Self-Adjusting Contracts: Toward AI-Augmented Predictive Risk Intelligence in Blockchain-Enabled Supply Chain Finance
Main article
Abstract
Supply chain finance (SCF) lowers the cost of working capital for firms that are weakly served by traditional lending, yet the instruments that carry it remain static: terms are fixed at origination and rarely respond to the operational events that actually move credit risk. This review examines an emerging alternative, the self-adjusting contract, in which a blockchain-based smart contract continuously consumes predictions from artificial intelligence (AI) risk models and updates financing parameters such as advance rates, spreads, collateral ratios, and covenants without manual renegotiation.

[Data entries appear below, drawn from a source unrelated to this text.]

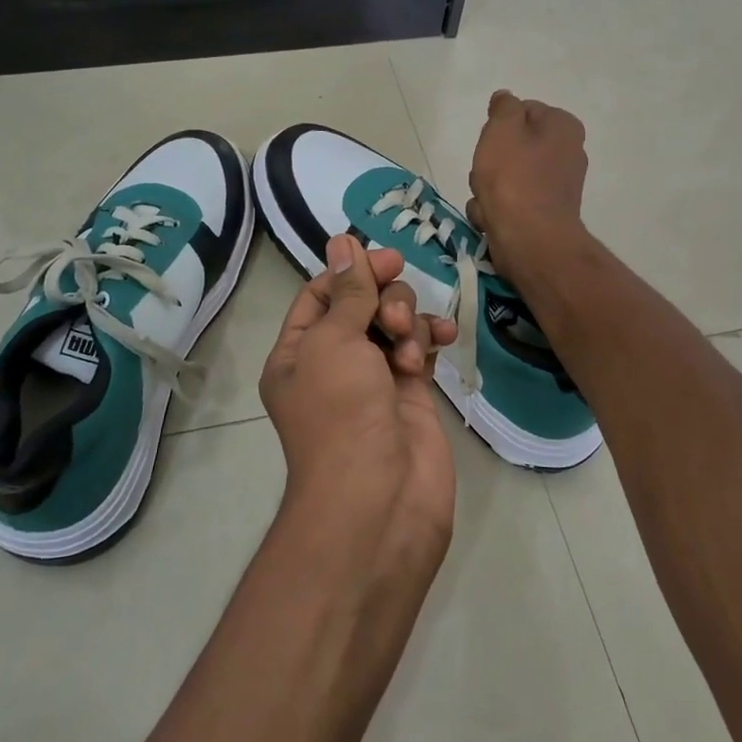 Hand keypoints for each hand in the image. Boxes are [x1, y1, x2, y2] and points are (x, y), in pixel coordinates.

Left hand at [259, 236, 458, 565]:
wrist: (379, 500)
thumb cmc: (341, 413)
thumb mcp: (334, 342)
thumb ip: (348, 292)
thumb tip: (343, 241)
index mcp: (297, 353)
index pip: (321, 295)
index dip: (352, 272)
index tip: (388, 260)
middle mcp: (333, 364)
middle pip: (362, 305)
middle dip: (384, 301)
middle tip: (396, 316)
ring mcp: (373, 380)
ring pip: (394, 325)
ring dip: (408, 323)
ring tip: (411, 348)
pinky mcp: (410, 395)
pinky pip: (420, 350)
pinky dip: (431, 340)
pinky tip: (444, 339)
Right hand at [466, 89, 588, 284]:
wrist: (530, 241)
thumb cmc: (514, 179)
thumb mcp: (502, 129)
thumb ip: (503, 107)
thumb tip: (506, 99)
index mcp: (563, 127)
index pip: (523, 111)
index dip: (498, 126)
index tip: (489, 143)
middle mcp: (567, 153)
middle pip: (513, 147)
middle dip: (491, 161)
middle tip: (485, 173)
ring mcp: (556, 187)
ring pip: (507, 177)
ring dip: (488, 188)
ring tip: (487, 201)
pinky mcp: (544, 214)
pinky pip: (511, 203)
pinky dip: (497, 210)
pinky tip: (492, 219) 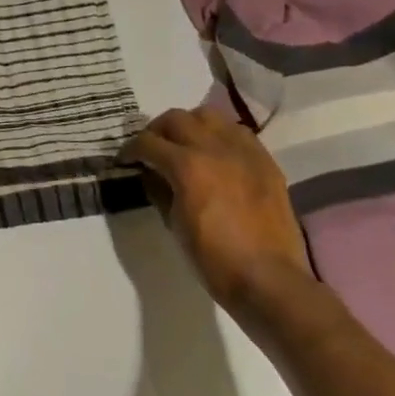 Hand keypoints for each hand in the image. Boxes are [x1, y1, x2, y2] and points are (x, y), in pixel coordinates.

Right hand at [120, 107, 311, 313]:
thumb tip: (151, 174)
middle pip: (176, 118)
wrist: (268, 279)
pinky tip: (217, 155)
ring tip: (185, 144)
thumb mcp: (173, 223)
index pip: (148, 142)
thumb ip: (159, 190)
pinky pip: (238, 133)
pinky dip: (220, 136)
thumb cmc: (213, 257)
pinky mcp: (266, 161)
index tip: (125, 160)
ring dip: (190, 125)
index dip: (130, 150)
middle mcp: (215, 148)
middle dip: (157, 131)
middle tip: (152, 149)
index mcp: (187, 165)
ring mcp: (244, 152)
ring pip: (209, 116) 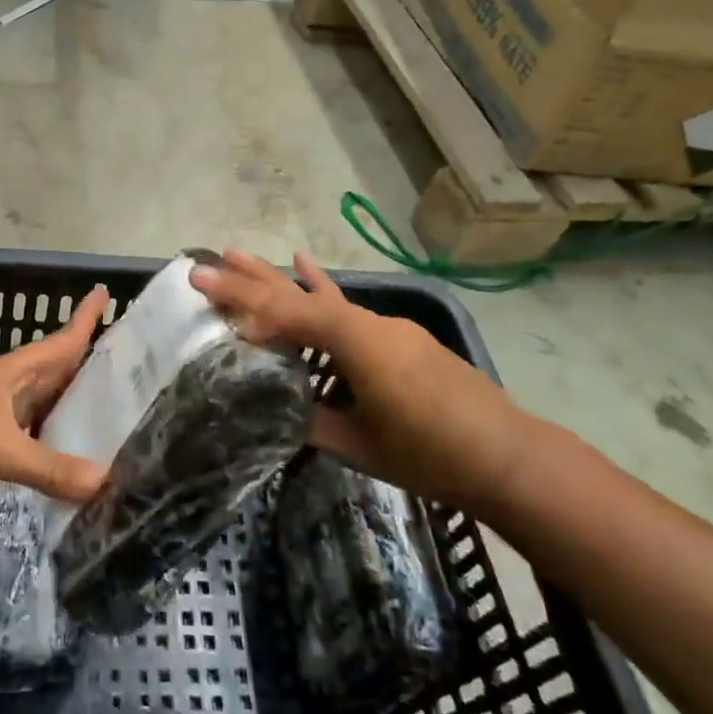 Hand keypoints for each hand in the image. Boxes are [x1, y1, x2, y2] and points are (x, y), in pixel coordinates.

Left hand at [0, 288, 109, 517]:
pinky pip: (33, 436)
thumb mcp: (1, 450)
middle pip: (58, 371)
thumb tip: (105, 481)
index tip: (106, 293)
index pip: (60, 340)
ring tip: (112, 412)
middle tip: (129, 364)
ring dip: (74, 407)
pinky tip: (73, 456)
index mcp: (15, 372)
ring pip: (46, 405)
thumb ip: (51, 468)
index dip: (84, 318)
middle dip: (89, 365)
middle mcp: (11, 388)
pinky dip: (55, 442)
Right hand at [193, 248, 530, 513]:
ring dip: (280, 278)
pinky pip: (349, 307)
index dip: (240, 297)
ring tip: (239, 253)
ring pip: (321, 296)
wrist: (511, 459)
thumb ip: (312, 421)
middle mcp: (368, 324)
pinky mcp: (400, 339)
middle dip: (251, 279)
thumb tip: (274, 409)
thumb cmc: (432, 456)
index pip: (287, 312)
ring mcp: (387, 327)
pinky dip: (322, 287)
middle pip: (299, 294)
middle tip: (209, 260)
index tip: (201, 280)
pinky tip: (305, 262)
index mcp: (356, 344)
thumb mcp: (360, 446) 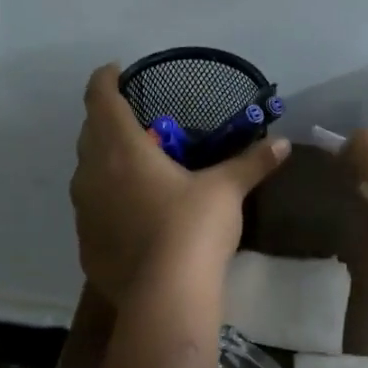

Synthesising 50 studies published between 2015 and 2025 across blockchain-enabled supply chains, smart-contract engineering, machine learning for credit and supply chain risk, and decentralised and trade finance, we organise the field around a four-layer reference architecture that links on-chain and enterprise data, a predictive risk engine, self-adjusting contract logic, and governed financing outcomes. We then provide an illustrative data analysis that contrasts conventional and AI-augmented blockchain SCF across supplier tiers, compares the discriminatory power of competing risk-model families, traces how a predicted risk index drives automatic adjustment of financing terms through a stress episode, and decomposes the indicators that contribute most to small-enterprise credit risk. The synthesis argues that the strategic value of combining blockchain and AI in SCF lies not in disintermediation alone but in closing the loop between sensing risk and pricing it, while the principal obstacles are oracle integrity, model opacity, and governance of automated adjustment. We conclude with a research agenda spanning verifiable oracles, interpretable and auditable models, and human oversight of self-executing financial logic.